Recent advances in tactile sensing technology Seedless Hydrothermal Growth of ZnO Nanorods as a Promising Route for Flexible Tactile Sensors, were published in the journal Nanomaterials. In this paper, authors from The BioRobotics Institute at Sant’Anna School, the Centre of Excellence in Robotics & AI, the NEST Laboratory at Scuola Normale Superiore, the Department of Engineering and Geology at the University of Chieti-Pescara, Institute of Automation and Robotics at the University of Poznan and the Indian Institute of Technology Bombay, demonstrated that the use of the seedless growth significantly simplified the production process of pressure sensors as more effective tactile sensors with the potential to cover large areas. These high-performance flexible tactile sensors could be integrated into the sensorized skins of collaborative robots and prostheses, robots for surgery, clinical diagnosis and treatment process, robotics for Industry 4.0 and robots for emergency response and natural disaster management.

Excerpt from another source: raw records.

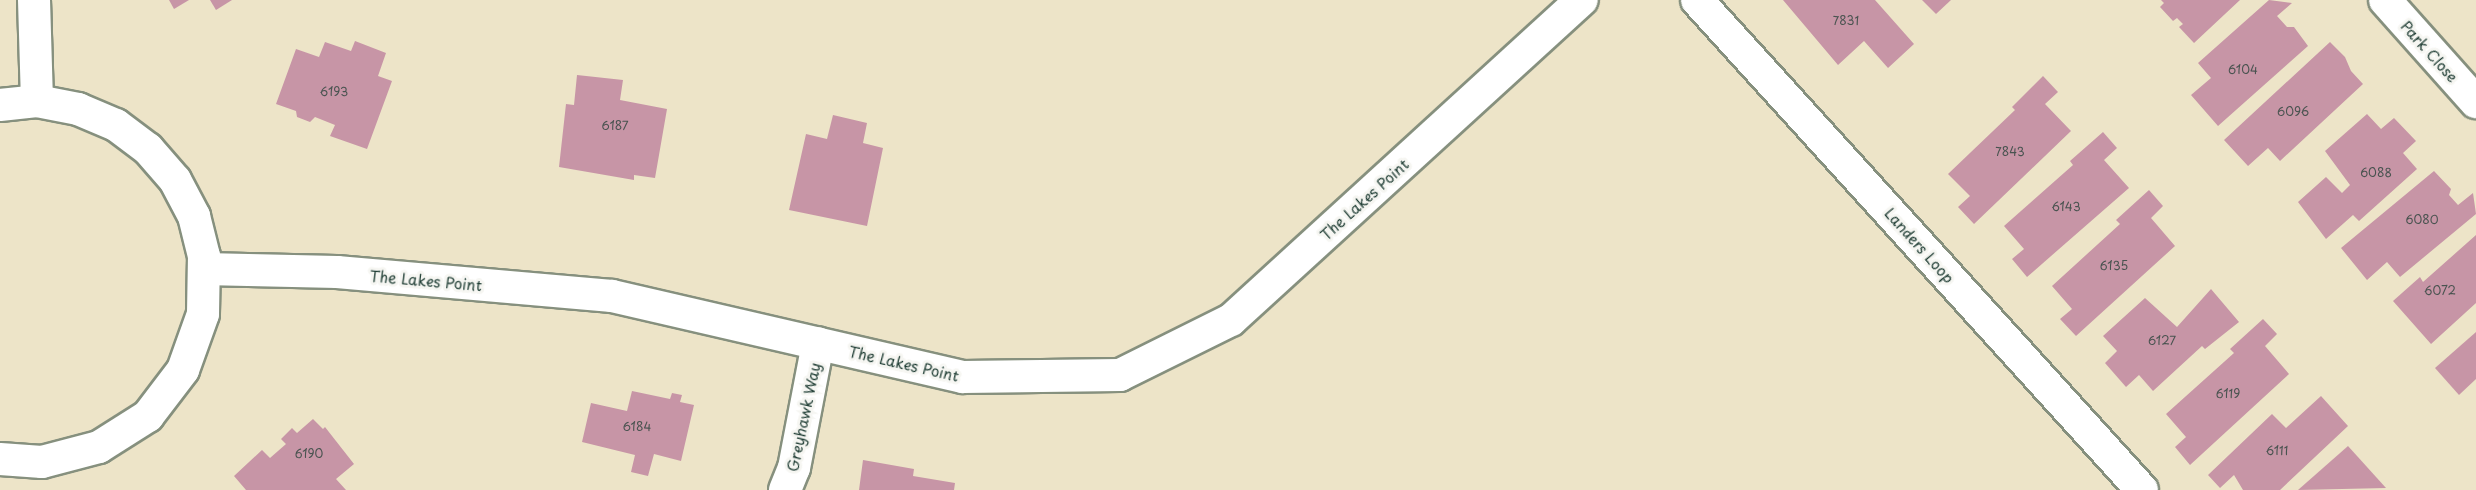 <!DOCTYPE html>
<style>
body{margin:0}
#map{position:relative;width:2476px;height:490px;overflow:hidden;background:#ede4c8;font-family:"Playpen Sans",sans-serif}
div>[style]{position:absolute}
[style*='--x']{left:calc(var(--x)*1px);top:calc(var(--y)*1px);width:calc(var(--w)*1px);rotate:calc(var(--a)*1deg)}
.building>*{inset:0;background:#c795a6}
.roads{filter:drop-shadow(2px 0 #86907e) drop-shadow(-2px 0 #86907e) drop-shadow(0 2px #86907e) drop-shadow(0 -2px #86907e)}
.minor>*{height:32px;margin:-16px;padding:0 16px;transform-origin:16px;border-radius:16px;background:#fff}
span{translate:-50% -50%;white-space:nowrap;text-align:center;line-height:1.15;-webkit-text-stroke:6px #f6f6f2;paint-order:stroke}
.number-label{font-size:12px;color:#495350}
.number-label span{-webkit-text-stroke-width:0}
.street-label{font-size:15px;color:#1f3d34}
</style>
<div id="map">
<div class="building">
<div style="clip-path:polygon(169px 0,189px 0,174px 9px)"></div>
<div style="clip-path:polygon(210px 0,232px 0,216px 10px)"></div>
<div style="clip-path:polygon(1783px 0,1875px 0,1914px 44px,1888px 68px,1864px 41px,1838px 65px)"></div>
<div style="clip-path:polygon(1922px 0,1951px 0,1936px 14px)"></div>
<div style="clip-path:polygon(2161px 0,2240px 0,2194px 43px,2179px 27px,2183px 24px,2177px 18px,2173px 21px,2160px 7px,2164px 3px)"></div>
<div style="clip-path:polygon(2269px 0,2292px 3px,2277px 16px,2287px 27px,2294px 27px,2308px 46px,2218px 126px,2191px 95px,2211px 78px,2198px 63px)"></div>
<div style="clip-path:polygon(355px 41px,386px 53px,378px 76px,392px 81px,367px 149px,330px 136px,335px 125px,315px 117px,310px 122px,297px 117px,296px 111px,276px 104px,296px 49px,319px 57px,325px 42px,351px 51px)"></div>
<div style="clip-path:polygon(2330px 42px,2345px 57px,2351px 71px,2363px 84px,2280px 161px,2268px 148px,2248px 166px,2224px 140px)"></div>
<div style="clip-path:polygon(577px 75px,623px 80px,620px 100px,667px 109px,655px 178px,634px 175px,634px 180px,559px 167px,566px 104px,574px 105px)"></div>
<div style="clip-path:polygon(2043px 76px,2058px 92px,2045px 104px,2071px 131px,1974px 224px,1958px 207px,1970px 196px,1948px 174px,2015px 110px,2012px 107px)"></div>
<div style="clip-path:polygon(2367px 114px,2381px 129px,2394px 118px,2416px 141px,2403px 153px,2417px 169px,2359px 221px,2353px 215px,2326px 239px,2298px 202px,2326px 177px,2342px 193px,2350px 185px,2325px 151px)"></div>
<div style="clip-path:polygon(833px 115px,867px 123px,863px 143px,883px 148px,867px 226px,789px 210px,806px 134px,827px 139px)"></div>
<div style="clip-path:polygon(2103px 132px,2117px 148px,2104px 160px,2129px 188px,2027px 277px,2012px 259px,2024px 249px,2004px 226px,2073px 165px,2070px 161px)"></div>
<div style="clip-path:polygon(2434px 171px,2451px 189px,2449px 195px,2458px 205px,2473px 193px,2476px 214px,2400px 277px,2387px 262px,2367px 280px,2341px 248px)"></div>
<div style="clip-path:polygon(2149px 190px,2163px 206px,2151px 218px,2175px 246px,2076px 336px,2060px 319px,2072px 309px,2052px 286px,2120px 224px,2116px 220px)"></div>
<div style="clip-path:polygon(2476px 235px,2476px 303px,2431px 344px,2393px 301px,2420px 277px,2423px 282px)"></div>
<div style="clip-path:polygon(2211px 289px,2239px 322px,2205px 349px,2202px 346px,2153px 391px,2139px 375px,2126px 387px,2105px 363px,2117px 351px,2103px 336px,2145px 298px,2177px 327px)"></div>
<div style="clip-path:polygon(2263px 319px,2277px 334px,2265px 346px,2289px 374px,2190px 465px,2175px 447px,2186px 437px,2166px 414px,2234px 353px,2230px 349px)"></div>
<div style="clip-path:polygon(2476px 332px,2476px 379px,2459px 395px,2435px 368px)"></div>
<div style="clip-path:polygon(632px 391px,670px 399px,672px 393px,682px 395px,680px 402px,694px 405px,681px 461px,654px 454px,648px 476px,631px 472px,635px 455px,582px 442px,591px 403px,627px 411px)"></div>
<div style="clip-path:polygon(2321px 396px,2348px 426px,2280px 490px,2243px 490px,2234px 475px,2220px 488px,2208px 475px,2272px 414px,2286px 428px)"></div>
<div style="clip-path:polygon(313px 419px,323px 429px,325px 427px,354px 464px,336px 479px,346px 490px,246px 490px,234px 476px,262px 450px,270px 458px,286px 444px,281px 439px,292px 428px,297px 433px)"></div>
<div style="clip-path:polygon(2348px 446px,2386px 488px,2298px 490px)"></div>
<div style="clip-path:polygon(863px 460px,914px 469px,913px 476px,955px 483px,954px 490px,859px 490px)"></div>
</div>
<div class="roads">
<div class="minor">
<div style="--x:34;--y:0;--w:101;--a:88.3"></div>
<div style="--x:1697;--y:0;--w:662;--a:47.76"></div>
<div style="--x:2385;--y:0;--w:137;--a:48.3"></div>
<div style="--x:0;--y:105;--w:37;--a:-6"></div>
<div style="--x:37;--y:101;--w:42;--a:11"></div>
<div style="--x:78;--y:109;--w:41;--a:22.8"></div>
<div style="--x:116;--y:125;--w:40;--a:37"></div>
<div style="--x:148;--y:149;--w:41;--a:48.9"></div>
<div style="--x:175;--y:180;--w:41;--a:62.2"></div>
<div style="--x:194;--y:216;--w:41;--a:76"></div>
<div style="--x:204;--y:256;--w:58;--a:91"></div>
<div style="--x:203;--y:314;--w:59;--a:109.7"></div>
<div style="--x:183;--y:370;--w:58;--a:127.3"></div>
<div style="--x:148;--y:416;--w:58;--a:147.7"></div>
<div style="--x:99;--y:447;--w:59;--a:165.3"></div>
<div style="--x:42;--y:462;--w:42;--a:-175.9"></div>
<div style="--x:204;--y:269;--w:133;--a:1.3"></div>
<div style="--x:337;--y:272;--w:276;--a:5"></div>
<div style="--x:612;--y:296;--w:360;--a:13"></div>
<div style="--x:963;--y:377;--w:157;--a:-0.7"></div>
<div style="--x:1120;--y:375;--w:124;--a:-26.4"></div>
<div style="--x:1231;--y:320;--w:475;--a:-42.4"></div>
<div style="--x:785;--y:490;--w:24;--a:-68"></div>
<div style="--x:794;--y:468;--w:127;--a:-79.1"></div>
</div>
</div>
<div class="number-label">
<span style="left:1846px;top:21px">7831</span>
<span style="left:2243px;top:70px">6104</span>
<span style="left:334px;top:92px">6193</span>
<span style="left:2293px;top:112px">6096</span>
<span style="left:615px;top:126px">6187</span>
<span style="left:2010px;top:152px">7843</span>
<span style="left:2376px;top:173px">6088</span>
<span style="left:2066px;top:207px">6143</span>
<span style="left:2422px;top:220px">6080</span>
<span style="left:2114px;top:266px">6135</span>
<span style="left:2440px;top:291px">6072</span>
<span style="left:2162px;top:341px">6127</span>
<span style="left:2228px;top:394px">6119</span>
<span style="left:637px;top:427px">6184</span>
<span style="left:2277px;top:451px">6111</span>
<span style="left:309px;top:454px">6190</span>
</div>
<div class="street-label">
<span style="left:2430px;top:51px;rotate:48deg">Park Close</span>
<span style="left:1364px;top:199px;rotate:-42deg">The Lakes Point</span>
<span style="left:1920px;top:245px;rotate:48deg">Landers Loop</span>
<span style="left:426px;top:280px;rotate:5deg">The Lakes Point</span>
<span style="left:904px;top:363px;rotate:13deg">The Lakes Point</span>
<span style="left:803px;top:417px;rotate:-78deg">Greyhawk Way</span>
</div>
</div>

This study is based on a cooperation strategy with Inail Institute (research projects MOTU and SENSE-RISC) and the Ministry of Education, University and Research (project PARLOMA). Shared methodologies reflect the most advanced research in the development of piezoelectric properties of nanomaterials ZnO nanorods (NRs). The ability of the sensor to respond differently to a wide range of frequencies allows detection and exploitation of vibrations from natural sources. As tactile perception in human skin is conveyed by mechanoreceptors, which behave as electromechanical transducers by translating mechanical stimuli into electrical signals, the object manipulation, and the sliding contact between the fingertips generate vibrations which open up a variety of possibilities in the field of pressure sensors.

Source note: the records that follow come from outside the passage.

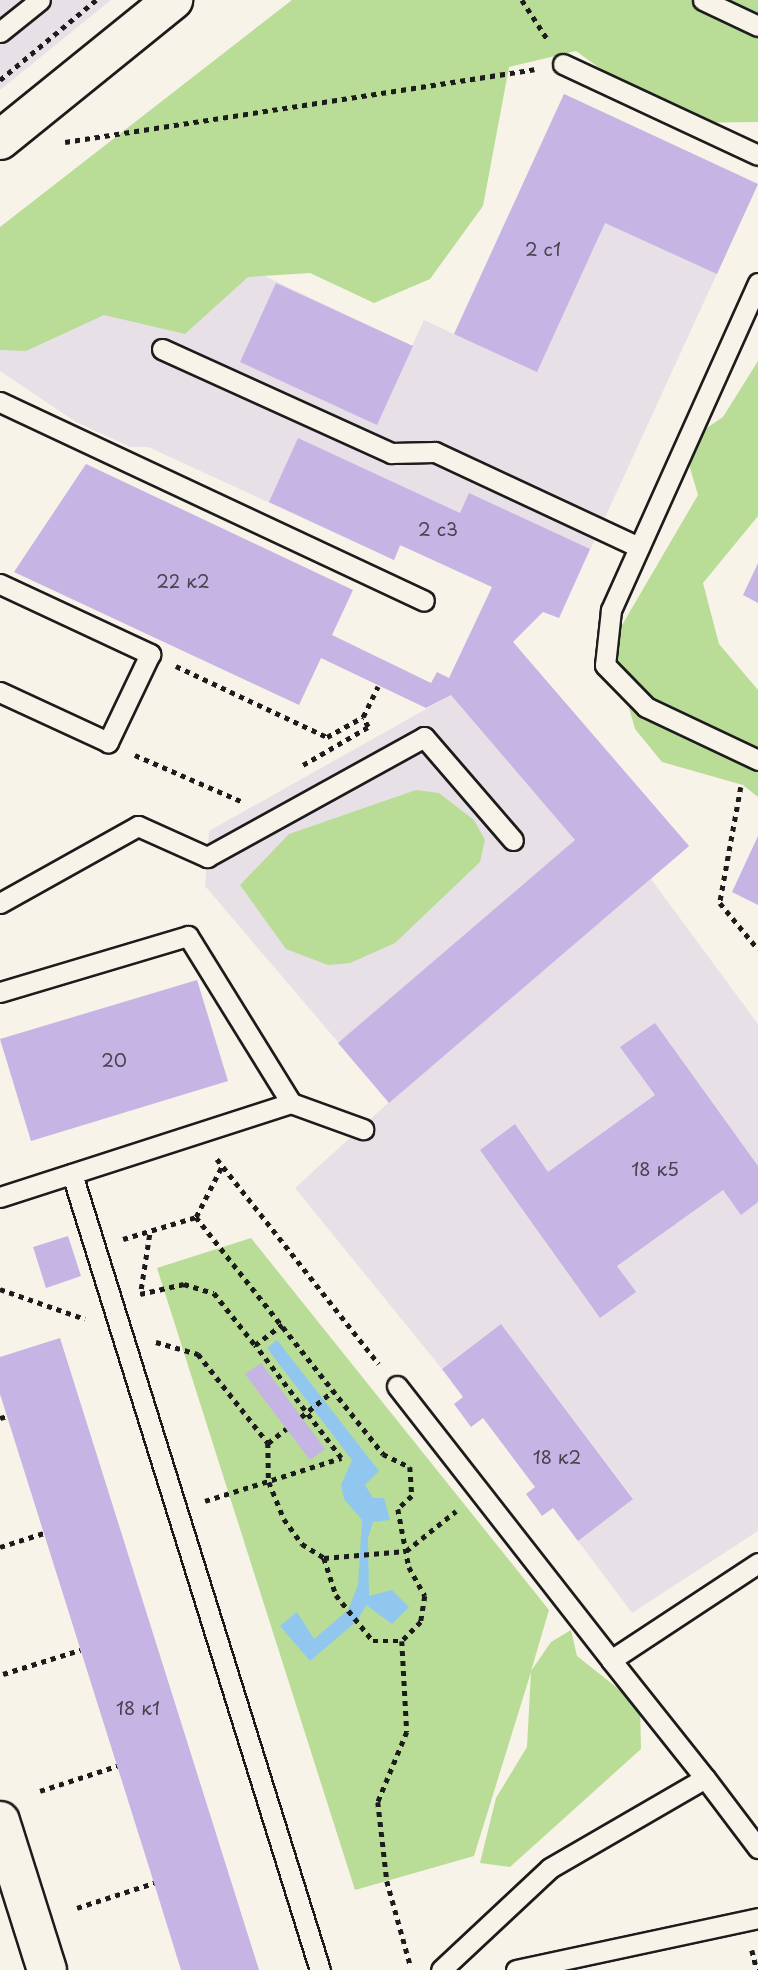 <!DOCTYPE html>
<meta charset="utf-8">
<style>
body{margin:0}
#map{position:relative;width:758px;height:1970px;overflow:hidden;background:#f7f3e8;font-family:"Playpen Sans",sans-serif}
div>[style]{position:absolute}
.built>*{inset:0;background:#e8e0e7}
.green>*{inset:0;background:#b9dc97}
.water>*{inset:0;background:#91c7ef}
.building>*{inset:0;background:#c6b4e4}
.path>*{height:4.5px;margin-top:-2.25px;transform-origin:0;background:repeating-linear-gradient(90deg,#1c1c1c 0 5px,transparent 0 10px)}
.roads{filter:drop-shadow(2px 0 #1c1c1c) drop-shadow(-2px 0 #1c1c1c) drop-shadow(0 2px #1c1c1c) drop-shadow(0 -2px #1c1c1c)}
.service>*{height:19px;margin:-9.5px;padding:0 9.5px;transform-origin:9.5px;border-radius:9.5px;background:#f7f3e8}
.minor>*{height:38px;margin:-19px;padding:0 19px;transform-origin:19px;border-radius:19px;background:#f7f3e8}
.tertiary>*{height:38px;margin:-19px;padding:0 19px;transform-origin:19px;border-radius:19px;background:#f7f3e8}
span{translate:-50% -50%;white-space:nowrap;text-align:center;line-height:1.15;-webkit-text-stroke:5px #f7f3e8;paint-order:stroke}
.number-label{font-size:18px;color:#46424e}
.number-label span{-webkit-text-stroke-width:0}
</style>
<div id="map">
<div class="built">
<div style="clip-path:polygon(0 0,111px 0,0 90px)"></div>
<div style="clip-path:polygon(564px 94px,758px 184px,559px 618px,401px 545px,394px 560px,148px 447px,130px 447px,76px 422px,0 371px,0 319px,197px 244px,412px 346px,424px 320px,454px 334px)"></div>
<div style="clip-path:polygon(513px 642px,689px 846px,651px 879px,758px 1024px,758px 1531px,632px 1613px,578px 1541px,633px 1498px,501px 1324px,442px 1369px,295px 1188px,389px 1102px,205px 886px,209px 831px,451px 695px)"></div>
</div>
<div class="green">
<div style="clip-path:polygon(292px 0,758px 0,758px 122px,675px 123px,576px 51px,509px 67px,483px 206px,430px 279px,374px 303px,310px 273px,248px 277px,185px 334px,104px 315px,26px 351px,0 350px,0 227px)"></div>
<div style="clip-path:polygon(758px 361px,758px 516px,703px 583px,719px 644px,758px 690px,758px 797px,743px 785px,662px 762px,635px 729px,611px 644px,698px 495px,683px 444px,723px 417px)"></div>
<div style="clip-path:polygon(416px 790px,439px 793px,474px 820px,485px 840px,480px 862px,395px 943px,350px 963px,328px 965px,286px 949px,240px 885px,289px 834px)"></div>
<div style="clip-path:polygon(251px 1238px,549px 1610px,531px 1671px,551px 1642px,571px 1630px,577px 1656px,640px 1706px,641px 1749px,510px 1867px,480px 1863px,496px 1798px,527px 1747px,531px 1672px,474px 1856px,355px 1890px,157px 1268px)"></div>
</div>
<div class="water">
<div style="clip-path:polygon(277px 1340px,379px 1471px,365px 1485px,373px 1498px,384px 1498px,390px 1520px,373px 1522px,368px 1538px,369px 1596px,392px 1590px,409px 1607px,392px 1624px,366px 1605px,357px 1621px,310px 1661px,280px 1626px,297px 1612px,314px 1639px,348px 1610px,358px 1585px,362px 1520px,344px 1499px,341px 1485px,352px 1460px,267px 1348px)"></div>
</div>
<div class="building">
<div style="clip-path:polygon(564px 94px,758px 184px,717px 274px,605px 223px,537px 372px,454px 334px)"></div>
<div style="clip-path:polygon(276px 283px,413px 346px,377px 425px,240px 362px)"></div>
<div style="clip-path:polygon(298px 438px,460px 513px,469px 493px,590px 549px,559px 618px,543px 612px,513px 642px,689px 846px,389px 1103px,338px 1043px,575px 840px,451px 695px,426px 708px,321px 658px,299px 705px,14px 572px,86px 464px,353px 590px,332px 635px,431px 683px,437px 672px,449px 678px,492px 587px,400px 545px,394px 560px,269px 502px)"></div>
<div style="clip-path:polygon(758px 563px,758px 603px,743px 595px)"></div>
<div style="clip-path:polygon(758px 836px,758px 905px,732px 892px)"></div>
<div style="clip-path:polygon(197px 980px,228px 1081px,31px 1141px,0 1039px)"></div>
<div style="clip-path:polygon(655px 1023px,758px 1166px,758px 1202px,741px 1215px,723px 1190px,617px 1266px,636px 1292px,600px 1318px,480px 1150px,515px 1124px,548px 1172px,655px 1095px,620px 1047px)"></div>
<div style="clip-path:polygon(68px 1236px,81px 1276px,46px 1288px,33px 1247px)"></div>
<div style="clip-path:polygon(501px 1324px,633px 1499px,578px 1541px,553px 1508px,542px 1516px,535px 1506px,526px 1494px,535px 1487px,483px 1418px,471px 1427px,454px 1404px,463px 1397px,442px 1369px)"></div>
<div style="clip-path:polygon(60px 1338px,259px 1970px,181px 1970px,154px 1883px,0 1394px,0 1357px)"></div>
<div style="clip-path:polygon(261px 1363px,325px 1449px,310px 1460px,245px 1374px)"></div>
</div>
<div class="path">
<div style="left:522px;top:0;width:48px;rotate:57deg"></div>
<div style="left:0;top:80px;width:125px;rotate:-39.8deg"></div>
<div style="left:65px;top:142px;width:475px;rotate:-8.8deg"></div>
<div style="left:176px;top:666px;width:167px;rotate:25.2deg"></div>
<div style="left:327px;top:737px;width:41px;rotate:-29.1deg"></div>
<div style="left:135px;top:755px;width:116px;rotate:23.5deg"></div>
<div style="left:303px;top:765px;width:75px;rotate:-30.3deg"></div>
<div style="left:368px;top:727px;width:11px;rotate:-117deg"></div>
<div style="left:363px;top:717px;width:34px;rotate:-64deg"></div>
<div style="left:741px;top:787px;width:118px;rotate:100.3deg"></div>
<div style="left:720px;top:903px;width:60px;rotate:50.4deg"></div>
<div style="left:217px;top:1159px;width:261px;rotate:51.7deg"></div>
<div style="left:196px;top:1217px;width:57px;rotate:-63deg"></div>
<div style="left:123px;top:1239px;width:76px;rotate:-16.8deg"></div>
<div style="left:196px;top:1217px;width:302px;rotate:51.7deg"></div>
<div style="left:383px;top:1454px;width:30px;rotate:26deg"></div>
<div style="left:410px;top:1467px;width:29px;rotate:86deg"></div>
<div style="left:412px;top:1496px;width:19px;rotate:137deg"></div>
<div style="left:398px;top:1509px;width:59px;rotate:79.3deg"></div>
<div style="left:409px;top:1567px;width:33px;rotate:61deg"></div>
<div style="left:425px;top:1596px;width:26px;rotate:99deg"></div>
<div style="left:421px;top:1622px;width:27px;rotate:135deg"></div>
<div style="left:402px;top:1641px;width:91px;rotate:86.9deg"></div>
<div style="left:407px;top:1732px;width:76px;rotate:112.5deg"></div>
<div style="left:378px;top:1802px;width:80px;rotate:83.5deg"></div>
<div style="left:387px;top:1881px;width:86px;rotate:74.5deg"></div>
<div style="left:0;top:1289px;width:90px;rotate:19.4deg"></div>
<div style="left:141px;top:1289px;width:59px;rotate:-81.2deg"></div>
<div style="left:140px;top:1294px;width:45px;rotate:-12.8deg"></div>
<div style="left:184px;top:1284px;width:31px;rotate:17deg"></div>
<div style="left:214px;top:1293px;width:66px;rotate:51.7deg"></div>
<div style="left:156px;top:1342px;width:44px;rotate:15.9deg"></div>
<div style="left:198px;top:1354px;width:113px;rotate:51.8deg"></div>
<div style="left:268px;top:1443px;width:39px;rotate:89deg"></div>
<div style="left:269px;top:1482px;width:40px;rotate:68deg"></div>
<div style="left:284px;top:1519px;width:31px;rotate:54deg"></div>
<div style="left:302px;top:1544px;width:26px;rotate:32deg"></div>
<div style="left:324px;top:1558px;width:39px;rotate:72deg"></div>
<div style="left:336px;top:1595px;width:59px;rotate:51.2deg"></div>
<div style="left:373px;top:1641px;width:29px"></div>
<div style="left:301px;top:1417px;width:41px;rotate:-39.1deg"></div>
<div style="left:0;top:1418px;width:7px;rotate:-16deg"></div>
<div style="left:268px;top:1443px;width:23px;rotate:-38deg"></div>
<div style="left:205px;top:1501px;width:143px;rotate:-17.5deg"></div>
<div style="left:341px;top:1458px;width:142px;rotate:-127.3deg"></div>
<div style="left:255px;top:1345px;width:34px;rotate:-37deg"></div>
<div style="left:0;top:1547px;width:46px;rotate:-17.7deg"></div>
<div style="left:324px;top:1558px;width:82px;rotate:-4.9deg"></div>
<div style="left:406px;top:1551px;width:64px;rotate:-38.7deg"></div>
<div style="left:3px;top:1674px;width:81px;rotate:-17.3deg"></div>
<div style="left:40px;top:1791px;width:81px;rotate:-18deg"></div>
<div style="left:77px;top:1908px;width:81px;rotate:-18deg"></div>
<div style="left:752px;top:1950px;width:21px;rotate:76deg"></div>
</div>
<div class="roads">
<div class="service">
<div style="left:703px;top:0;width:61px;rotate:25.3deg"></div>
<div style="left:0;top:32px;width:51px;rotate:-38.7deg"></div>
<div style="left:563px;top:64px;width:215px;rotate:25deg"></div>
<div style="left:758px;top:283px;width:359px;rotate:114.2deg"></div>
<div style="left:611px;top:610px;width:55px;rotate:96.2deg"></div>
<div style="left:605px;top:665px;width:59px;rotate:45.7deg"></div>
<div style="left:646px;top:707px;width:124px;rotate:25.3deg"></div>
<div style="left:162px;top:349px;width:252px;rotate:24.4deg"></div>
<div style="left:391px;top:453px;width:44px;rotate:-1.3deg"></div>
<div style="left:435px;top:452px;width:225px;rotate:25deg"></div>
<div style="left:0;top:402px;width:468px;rotate:25.1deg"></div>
<div style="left:0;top:584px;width:166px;rotate:25deg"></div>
<div style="left:150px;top:654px;width:98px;rotate:115.5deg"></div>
<div style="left:108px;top:742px;width:119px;rotate:-155.2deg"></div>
<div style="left:0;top:903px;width:158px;rotate:-29.2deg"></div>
<div style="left:138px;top:826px;width:76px;rotate:24.2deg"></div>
<div style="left:207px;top:857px;width:248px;rotate:-28.9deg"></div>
<div style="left:424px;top:737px;width:136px;rotate:49.2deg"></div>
<div style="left:0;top:992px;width:196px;rotate:-16.6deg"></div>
<div style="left:188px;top:936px;width:196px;rotate:58.3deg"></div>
<div style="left:291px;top:1103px;width:306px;rotate:162.1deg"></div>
<div style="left:291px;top:1103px;width:77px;rotate:19.9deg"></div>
<div style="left:72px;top:1174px;width:834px;rotate:72.7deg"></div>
<div style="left:397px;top:1386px;width:348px;rotate:52deg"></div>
<div style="left:611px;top:1660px;width:176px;rotate:-33.4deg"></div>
<div style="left:611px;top:1660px;width:151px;rotate:51.5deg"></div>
<div style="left:441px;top:1970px;width:149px;rotate:-43.1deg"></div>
<div style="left:550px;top:1868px;width:179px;rotate:-30.1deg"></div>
<div style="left:705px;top:1778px;width:88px;rotate:52.9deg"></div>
<div style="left:516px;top:1970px;width:248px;rotate:-12.1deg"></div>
</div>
<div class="minor">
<div style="left:0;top:140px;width:223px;rotate:-39deg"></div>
</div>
<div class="tertiary">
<div style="left:0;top:1821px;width:156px;rotate:72.5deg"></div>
</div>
</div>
<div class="number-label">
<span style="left:543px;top:249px">2 с1</span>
<span style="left:438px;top:529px">2 с3</span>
<span style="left:183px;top:581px">22 к2</span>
<span style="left:114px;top:1060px">20</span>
<span style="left:655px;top:1169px">18 к5</span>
<span style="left:557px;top:1457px">18 к2</span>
<span style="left:138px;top:1708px">18 к1</span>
</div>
</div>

“Self-powered, non-toxic, and highly sensitive nanomaterials have been deeply explored as they present enhanced mechanical properties and inherent permanent dipole which reduce overall manufacturing costs. Among the possible methods for obtaining ZnO NRs, the hydrothermal growth process is lean to perform, low-cost, and suitable for large-scale production. The hydrothermal process operates at low temperatures thus enabling the growth of NRs on different materials, such as textiles and polymers for the fabrication of flexible devices,” said Ilaria Cesini, postdoctoral researcher from The BioRobotics Institute and the first author of the paper.
“To evaluate the effect of the growth temperature on the morphology of ZnO NRs, different seedless syntheses were carried out at selected temperatures. The growth produced vertical hexagonal prismatic rods, while pyramidal structures were observed at higher temperature. Many recent studies have exploited a SL-assisted growth to develop ZnO NRs-based devices. In this study the sensor fabrication was achieved via simple seedless hydrothermal growth. The as-grown nanostructures have been embedded within a polymeric matrix that provides mechanical support against possible failure of the device under repeated mechanical stress,” said Professor Alessandro Fraleoni Morgera, from the Department of Engineering and Geology at the University G. D'Annunzio of Chieti-Pescara.
“Due to their fast-dynamic response to a wide range of vibration frequencies, the piezoelectric elements of the ZnO NRs-based tactile sensor proposed in this study can be used to develop electronic skins for robotics applications. The use of flexible substrates and embedding layers such as polyimide lays the ground for sensors fully conformable to non-planar rigid surfaces, hence suitable for integration into manipulators, robotic arms, and prostheses,” said Sant’Anna School Professor Calogero Oddo as the coordinator of the Neuro-Robotic Touch Lab.
Further details can be found in: Ilaria Cesini, Magdalena Kowalczyk, Alessandro Lucantonio, Giacomo D’Alesio, Pramod Kumar, Domenico Camboni, Luca Massari, Pasqualantonio Pingue, Antonio DeSimone, Alessandro Fraleoni Morgera and Calogero Maria Oddo, Seedless Hydrothermal Growth of ZnO Nanorods as a Promising Route for Flexible Tactile Sensors, Nanomaterials 2020, 10(5), 977.